Open the resize.yaml file using a text editor of your choice.

Let's first create a really basic "hello world" workflow just to kick the tires:

# resize.yaml
name: Resizing image demo
tasks:
  - name: say hello
    image: alpine:3.18.3
    run: echo -n hello world > $TORK_OUTPUT

This is a one-step workflow that uses the standard Linux Alpine image to execute a very simple echo command and redirect its output to tork's standard output represented by $TORK_OUTPUT

Let's submit the job using curl:

curl -s \
  -X POST \
  -H "content-type:text/yaml" \
  --data-binary @resize.yaml \
  http://localhost:8000/jobs | jq .

If all goes well, you should see something like this:

{
  "id": "8495007c297c424f8cc09b7d7cab7ad4",
  "name": "Resizing image demo",
  "state": "PENDING",
  "createdAt": "2023-09-18T02:28:40.53386Z",
  "position": 0,
  "taskCount": 1
}

Which means our job was successfully submitted and is pending execution. Let's now probe for the results. Using the id of the job, let's ask the API for its status:

curl -s http://localhost:8000/jobs/8495007c297c424f8cc09b7d7cab7ad4 | jq .

You should see a rather lengthy response with all the execution details. I've abberviated it a bit:

{
  "id": "8495007c297c424f8cc09b7d7cab7ad4",
  "name": "Resizing image demo",
  ...
  "execution": [
    {
      "id": "bc84fd897dfd41a08b14ada423d66cea",
      "name": "say hello",
      "state": "COMPLETED",
      "run": "echo -n hello world > $TORK_OUTPUT",
      "image": "alpine:3.18.3",
      "result": "hello world",
      ...
    }
  ],
}

OK, now that we know that everything behaves as expected let's write the actual workflow.

For reference, here is the final workflow.

Using the minio admin console: http://localhost:9000 -- default username and password should be minioadmin / minioadmin.

Let's create a bucket named images.

Next get our workflow inputs in order. By this I mean the source URL of the image and the Minio Server address and credentials. Just below the job's name add the following:

inputs:
  accessKeyID: minioadmin # the default minio username
  secretKeyID: minioadmin # the default minio password
  endpointURL: http://minio:9000
  source: https://upload.wikimedia.org/wikipedia/commons/c/ca/Bbb-splash.png # or some other image
  target: s3://images

Next, let's create a task to extract the filename extension of the source image - we will need this later. Just under tasks add the following task (you can remove the "say hi" task):

- name: Extract the filename extension of the source
  var: fileExt
  image: alpine:3.18.3
  env:
    SOURCE: '{{ inputs.source }}'
  run: |
    FILENAME=$(basename -- "$SOURCE")
    EXT="${FILENAME##*.}"
    echo -n $EXT > $TORK_OUTPUT

Let's run this job to see everything works so far using curl like we did before. To make things easier the following command will store the Job ID in the JOB_ID variable so we won't have to manually copy-paste it:

JOB_ID=$(curl -s \
  -X POST \
  -H "content-type:text/yaml" \
  --data-binary @resize.yaml \
  http://localhost:8000/jobs | jq -r .id)

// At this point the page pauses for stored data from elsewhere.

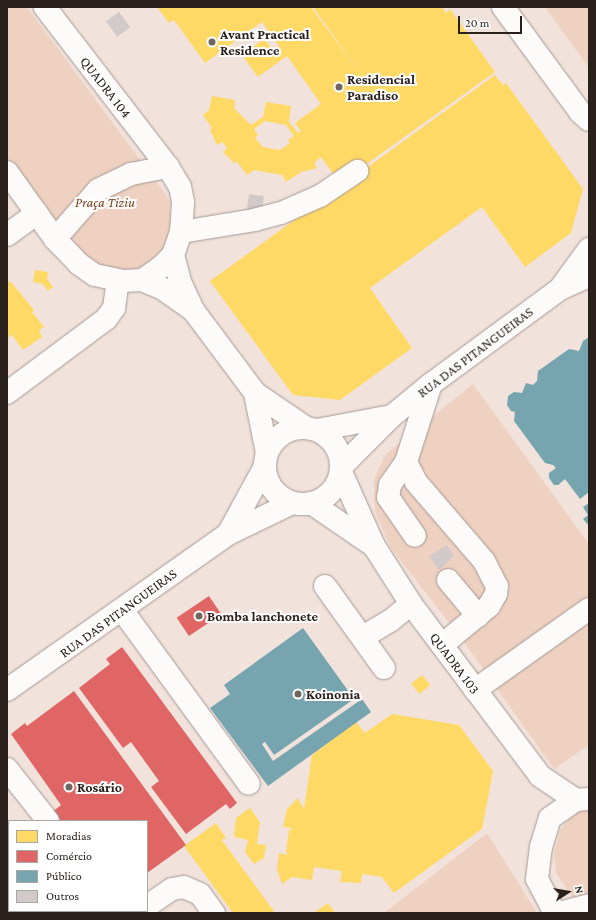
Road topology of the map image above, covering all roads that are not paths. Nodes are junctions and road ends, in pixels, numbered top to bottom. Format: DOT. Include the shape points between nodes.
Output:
graph roads {
  1 [pos="45,7"];
  2 [pos="503,7"];
  3 [pos="584,116"];
  4 [pos="589,137"];
  5 [pos="168,167"];
  6 [pos="357,171"];
  7 [pos="7,172"];
  8 [pos="37,213"];
  9 [pos="181,232"];
  10 [pos="7,235"];
  11 [pos="55,239"];
  12 [pos="589,249"];
  13 [pos="173,255"];
  14 [pos="589,276"];
  15 [pos="118,280"];
  16 [pos="142,280"];
  17 [pos="560,289"];
  18 [pos="193,310"];
  19 [pos="431,384"];
  20 [pos="7,393"];
  21 [pos="255,393"];
  22 [pos="392,416"];
  23 [pos="311,428"];
  24 [pos="266,459"];
  25 [pos="406,462"];
  26 [pos="341,469"];
  27 [pos="301,503"];
  28 [pos="228,534"];
  29 [pos="415,536"];
  30 [pos="374,546"];
  31 [pos="448,580"];
  32 [pos="325,586"];
  33 [pos="411,604"];
  34 [pos="122,610"];
  35 [pos="589,610"];
  36 [pos="478,616"];
  37 [pos="362,637"];
  38 [pos="442,645"];
  39 [pos="384,668"];
  40 [pos="7,690"];
  41 [pos="475,690"];
  42 [pos="7,769"];
  43 [pos="540,776"];
  44 [pos="249,784"];
  45 [pos="583,799"];
  46 [pos="550,818"];
  47 [pos="47,820"];
  48 [pos="148,905"];
  49 [pos="589,905"];
  50 [pos="214,913"];
  51 [pos="555,913"];
  52 [pos="560,913"];
  1 -- 5 [label="street, QUADRA 104"];
  2 -- 3 [label="street"];
  3 -- 4 [label="street"];
  5 -- 9 [label="street, QUADRA 104" via="180,187 183,202"];
  5 -- 11 [label="street" via="131,174 98,190"];
  6 -- 9 [label="street" via="320,196 281,213"];
  7 -- 8 [label="street"];
  8 -- 10 [label="street"];
  8 -- 11 [label="street"];
  9 -- 13 [label="street, QUADRA 104"];
  11 -- 15 [label="street" via="79,264 95,275"];
  12 -- 17 [label="street, RUA DAS PITANGUEIRAS"];
  13 -- 16 [label="street, QUADRA 104"];
  13 -- 18 [label="street" via="180,282"];
  14 -- 17 [label="street, RUA DAS PITANGUEIRAS"];
  15 -- 16 [label="street"];
  15 -- 20 [label="street" via="114,308 106,318"];
  16 -- 18 [label="street" via="163,289"];
  17 -- 19 [label="street, RUA DAS PITANGUEIRAS"];
  18 -- 21 [label="street"];
  19 -- 22 [label="street, RUA DAS PITANGUEIRAS"];
  19 -- 25 [label="street"];
  21 -- 23 [label="street"];
  21 -- 24 [label="street"];
  22 -- 23 [label="street, RUA DAS PITANGUEIRAS"];
  22 -- 26 [label="street, RUA DAS PITANGUEIRAS"];
  23 -- 24 [label="street" via="292,428 281,434"];
  23 -- 26 [label="street" via="327,436 336,445"];
  24 -- 27 [label="street" via="266,478 272,489"];
  24 -- 28 [label="street, RUA DAS PITANGUEIRAS"];
  25 -- 29 [label="street" via="390,485 388,497"];
  25 -- 36 [label="street" via="416,482 484,561 494,577 496,594 489,606"];
  26 -- 27 [label="street" via="334,488 327,496"];
  26 -- 30 [label="street, QUADRA 103"];
  27 -- 28 [label="street, RUA DAS PITANGUEIRAS"];
  27 -- 30 [label="street, QUADRA 103"];
  28 -- 34 [label="street, RUA DAS PITANGUEIRAS"];
  30 -- 33 [label="street, QUADRA 103"];
  31 -- 36 [label="street"];
  32 -- 37 [label="street"];
  33 -- 37 [label="street"];
  33 -- 38 [label="street, QUADRA 103"];
  34 -- 40 [label="street, RUA DAS PITANGUEIRAS"];
  34 -- 44 [label="street"];
  35 -- 41 [label="street"];
  36 -- 38 [label="street"];
  37 -- 39 [label="street"];
  38 -- 41 [label="street, QUADRA 103"];
  41 -- 43 [label="street, QUADRA 103"];
  42 -- 47 [label="street"];
  43 -- 45 [label="street, QUADRA 103"];
  43 -- 46 [label="street, QUADRA 103"];
  45 -- 46 [label="street, QUADRA 103"];
  46 -- 51 [label="street, QUADRA 103" via="538,859 538,879"];
  48 -- 50 [label="street" via="172,889 184,887 200,894"];
  49 -- 52 [label="street"];
}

There shouldn't be any visible output from this command (but if you want you can see the job ID with the command echo $JOB_ID).

Now let's probe for its results:

curl -s http://localhost:8000/jobs/$JOB_ID | jq '.'

If all goes well, you should see the result property of the first task in the execution array populated with the file extension (png in this case):

{
  "id": "1643668fea1049c1ae370ce767c69bfa",
  "name": "Resizing image demo",
  "state": "COMPLETED",
  ...
  "execution": [
    {
      "name": "Extract the filename extension of the source",
      "result": "png",
      ...
    }
  ],
  ...
}

Next, let's try and convert the source image to a single resolution.

To do the actual resizing we are going to use ImageMagick. A quick Google search for "docker imagemagick" I found dpokidov/imagemagick which seems to fit the bill. Let's try and use it. Here's our next task:

- name: 'Resize the source image to 100x100'
  image: dpokidov/imagemagick:7.1.1-15-ubuntu
  env:
    SOURCE: '{{ inputs.source }}'
  run: convert $SOURCE -resize 100x100 /tmp/100x100.jpg

If you submit the job and probe for its results you should see an error on this task that looks something like this:

exit code 1: jconvert: delegate failed `'curl' -s -k -L -o '%u.dat' ...

That basically means that ImageMagick does not handle remote (http) images very well. That's fine. This will be a good opportunity to use a pre task to download the image first.

Here's the revised task:

- name: 'Resize the source image to 100x100'
  image: dpokidov/imagemagick:7.1.1-15-ubuntu
  env:
    EXT: '{{ tasks.fileExt }}'
  mounts:
    - type: volume
      target: /workdir
  run: convert "/workdir/source.$EXT" -resize 100x100 /workdir/100x100.jpg
  pre:
    - name: download the remote file
      image: alpine:3.18.3
      env:
        SOURCE: '{{ inputs.source }}'
        EXT: '{{ tasks.fileExt }}'
      run: |
        wget $SOURCE -O "/workdir/source.$EXT"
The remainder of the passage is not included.